- Education: University of New South Wales
- Occupation: Bioengineer
- Employer: Imperial College London
- Known for: Biomaterials for regenerative medicine

= Rylie Green =

Australian biomedical engineer

Rylie Green is an Australian biomedical engineer who is a professor at Imperial College London. She works on bioactive conducting polymers for applications in medical electronics.

== Education ==
Green is Australian. She received her PhD in neural interfaces from the School of Biomedical Engineering, University of New South Wales (UNSW) in 2008. She remained at UNSW for her postdoctoral studies, focussing on bioactive and cellular components for tissue engineering.

== Research ==
Green's research focuses on developing new polymer materials for electronics, identifying biomaterials for regenerative medicine and bio-interfacial engineering for neuroprosthetics. She aims to extend the lifetimes of bioelectronic devices such as bionic eyes, robot limbs and brain–computer interface, so they are effective over a patient's life. In Green's research group they improve the mechanical properties of conductive polymers for implant applications, develop characterisation techniques and analyse neural tissue in vitro using techniques such as two photon intravital microscopy.

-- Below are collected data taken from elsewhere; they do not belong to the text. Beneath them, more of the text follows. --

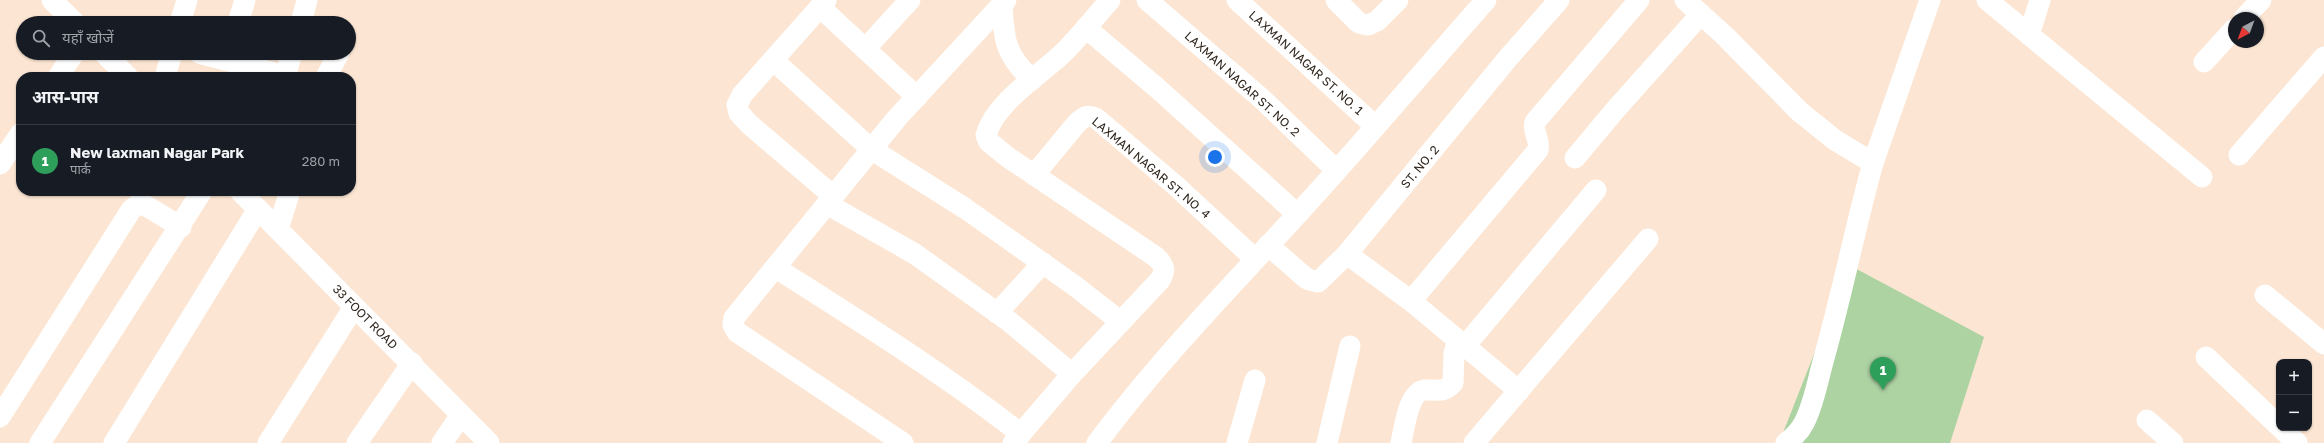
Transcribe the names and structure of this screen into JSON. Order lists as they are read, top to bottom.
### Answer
{
  "streets": {
    "street": [
      "LAXMAN NAGAR ST. NO. 1",
      "LAXMAN NAGAR ST. NO. 2",
      "ST. NO. 2",
      "LAXMAN NAGAR ST. NO. 4",
      "33 FOOT ROAD"
    ]
  },
  "crossings": [
    ["ST. NO. 2", "LAXMAN NAGAR ST. NO. 4"]
  ],
  "north": "bottom left",
  "page": {
    "search": "यहाँ खोजें",
    "heading": "आस-पास",
    "list": [
      {
        "mark": "1",
        "name": "New laxman Nagar Park",
        "note": "पार्क",
        "value": "280 m"
      }
    ],
    "pins": "1",
    "map_buttons": ["+", "−"]
  }
}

Green joined Imperial College London in 2016. In 2017 Green received a £1 million grant from EPSRC to explore new polymers for implants, which encourage interaction with surrounding nerves and prevent rejection in the body. She will focus on cochlear implants and new types of bionic eye implants. She is collaborating with Galvani Bioelectronics and Boston Scientific.

== Public engagement ==
She spoke about Improving Implants at the Australian High Commission at the 2017 Pint of Science, and the Science Museum biology themed lates.

== Recognition ==
Green was one of 16 applicants from 80 to be given a Fresh Science award in 2010, which recognises upcoming scientists throughout Australia. As a part of the award, she gave a presentation of her work on conductive bioplastics at Melbourne Museum.

Green has also received the Rudolf Cimdins Scholarship from the European Society for Biomaterials, which covers the registration costs for attendance at the society's annual conference.

In 2017, Green won a Suffrage Science Women in Science Award, which recognises scientific achievements and ability to inspire others.